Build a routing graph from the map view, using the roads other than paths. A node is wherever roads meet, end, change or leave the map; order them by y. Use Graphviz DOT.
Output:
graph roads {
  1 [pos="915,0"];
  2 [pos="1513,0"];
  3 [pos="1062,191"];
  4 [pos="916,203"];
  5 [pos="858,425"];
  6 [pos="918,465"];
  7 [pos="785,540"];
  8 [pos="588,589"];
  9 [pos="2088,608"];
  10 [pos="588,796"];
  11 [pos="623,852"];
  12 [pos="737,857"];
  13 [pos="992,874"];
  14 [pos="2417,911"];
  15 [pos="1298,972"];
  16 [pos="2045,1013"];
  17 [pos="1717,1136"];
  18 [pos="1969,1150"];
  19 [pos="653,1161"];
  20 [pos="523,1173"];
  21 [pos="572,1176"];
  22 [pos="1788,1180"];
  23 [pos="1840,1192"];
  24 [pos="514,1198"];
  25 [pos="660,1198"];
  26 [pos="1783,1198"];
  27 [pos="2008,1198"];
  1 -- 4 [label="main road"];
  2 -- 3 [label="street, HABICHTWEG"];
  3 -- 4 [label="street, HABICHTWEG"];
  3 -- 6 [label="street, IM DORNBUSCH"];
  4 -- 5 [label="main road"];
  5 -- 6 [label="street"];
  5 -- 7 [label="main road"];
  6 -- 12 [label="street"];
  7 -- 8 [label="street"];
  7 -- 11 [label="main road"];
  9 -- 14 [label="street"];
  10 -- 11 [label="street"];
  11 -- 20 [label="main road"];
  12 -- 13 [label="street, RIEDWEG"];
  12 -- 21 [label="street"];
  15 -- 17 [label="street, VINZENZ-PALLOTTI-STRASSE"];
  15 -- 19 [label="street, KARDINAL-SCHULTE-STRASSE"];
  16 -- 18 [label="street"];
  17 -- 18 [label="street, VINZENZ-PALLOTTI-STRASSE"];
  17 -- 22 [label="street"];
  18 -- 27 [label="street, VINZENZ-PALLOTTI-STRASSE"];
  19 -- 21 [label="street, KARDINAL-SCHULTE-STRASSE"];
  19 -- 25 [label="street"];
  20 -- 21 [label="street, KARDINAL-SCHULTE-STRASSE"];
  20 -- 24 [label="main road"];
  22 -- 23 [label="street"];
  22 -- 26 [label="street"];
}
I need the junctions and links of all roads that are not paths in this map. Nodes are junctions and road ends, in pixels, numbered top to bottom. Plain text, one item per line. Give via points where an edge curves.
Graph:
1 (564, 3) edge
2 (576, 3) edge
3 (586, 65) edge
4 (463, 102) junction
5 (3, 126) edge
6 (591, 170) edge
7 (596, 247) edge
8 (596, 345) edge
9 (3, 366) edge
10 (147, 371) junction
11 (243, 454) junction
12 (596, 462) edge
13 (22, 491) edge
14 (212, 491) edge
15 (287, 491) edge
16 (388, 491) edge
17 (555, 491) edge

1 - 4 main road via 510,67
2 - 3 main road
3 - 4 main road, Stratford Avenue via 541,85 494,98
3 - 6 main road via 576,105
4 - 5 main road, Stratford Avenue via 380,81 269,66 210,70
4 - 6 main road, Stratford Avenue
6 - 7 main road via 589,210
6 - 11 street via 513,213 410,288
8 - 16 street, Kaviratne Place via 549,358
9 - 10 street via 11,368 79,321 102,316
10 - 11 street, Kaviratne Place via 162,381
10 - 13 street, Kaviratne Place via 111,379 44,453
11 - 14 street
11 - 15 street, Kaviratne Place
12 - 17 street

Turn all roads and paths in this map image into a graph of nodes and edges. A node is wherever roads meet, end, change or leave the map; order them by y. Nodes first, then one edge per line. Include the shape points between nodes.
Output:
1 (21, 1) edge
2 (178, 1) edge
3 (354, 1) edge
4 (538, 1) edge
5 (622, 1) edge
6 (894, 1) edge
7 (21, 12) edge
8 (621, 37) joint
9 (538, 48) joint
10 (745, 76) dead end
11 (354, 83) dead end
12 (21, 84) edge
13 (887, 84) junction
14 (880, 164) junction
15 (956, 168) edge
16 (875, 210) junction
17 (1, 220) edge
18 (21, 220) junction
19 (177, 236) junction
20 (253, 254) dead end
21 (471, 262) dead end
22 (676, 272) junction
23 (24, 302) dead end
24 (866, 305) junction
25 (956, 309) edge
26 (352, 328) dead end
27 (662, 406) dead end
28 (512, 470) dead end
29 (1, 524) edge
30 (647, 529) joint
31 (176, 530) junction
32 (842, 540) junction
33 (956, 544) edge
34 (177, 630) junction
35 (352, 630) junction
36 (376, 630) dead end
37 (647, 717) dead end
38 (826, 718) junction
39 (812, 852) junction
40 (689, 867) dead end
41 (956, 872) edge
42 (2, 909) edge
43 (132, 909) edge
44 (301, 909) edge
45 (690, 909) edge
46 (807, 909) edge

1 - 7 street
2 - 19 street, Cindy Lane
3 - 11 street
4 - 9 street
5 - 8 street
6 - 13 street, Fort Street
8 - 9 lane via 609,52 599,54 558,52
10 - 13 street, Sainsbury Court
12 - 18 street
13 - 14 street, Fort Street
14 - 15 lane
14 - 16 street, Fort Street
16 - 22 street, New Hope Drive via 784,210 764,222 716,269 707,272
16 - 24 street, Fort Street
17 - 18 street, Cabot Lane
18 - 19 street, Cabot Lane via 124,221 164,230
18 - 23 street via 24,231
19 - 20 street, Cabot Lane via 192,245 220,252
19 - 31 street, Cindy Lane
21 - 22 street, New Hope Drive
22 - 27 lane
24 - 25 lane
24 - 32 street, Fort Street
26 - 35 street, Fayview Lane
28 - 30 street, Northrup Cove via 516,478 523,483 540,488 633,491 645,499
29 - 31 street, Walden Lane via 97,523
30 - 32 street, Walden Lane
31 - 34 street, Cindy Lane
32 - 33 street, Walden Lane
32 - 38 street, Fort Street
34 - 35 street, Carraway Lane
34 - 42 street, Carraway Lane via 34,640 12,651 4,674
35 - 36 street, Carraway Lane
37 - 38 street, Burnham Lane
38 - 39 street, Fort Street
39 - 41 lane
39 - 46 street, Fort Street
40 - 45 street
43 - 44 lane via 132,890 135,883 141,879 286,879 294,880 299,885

⁂

* **What you will do**
Using the records, work out how many lines include "meet", and reply with that number alone.

* **Task output**
2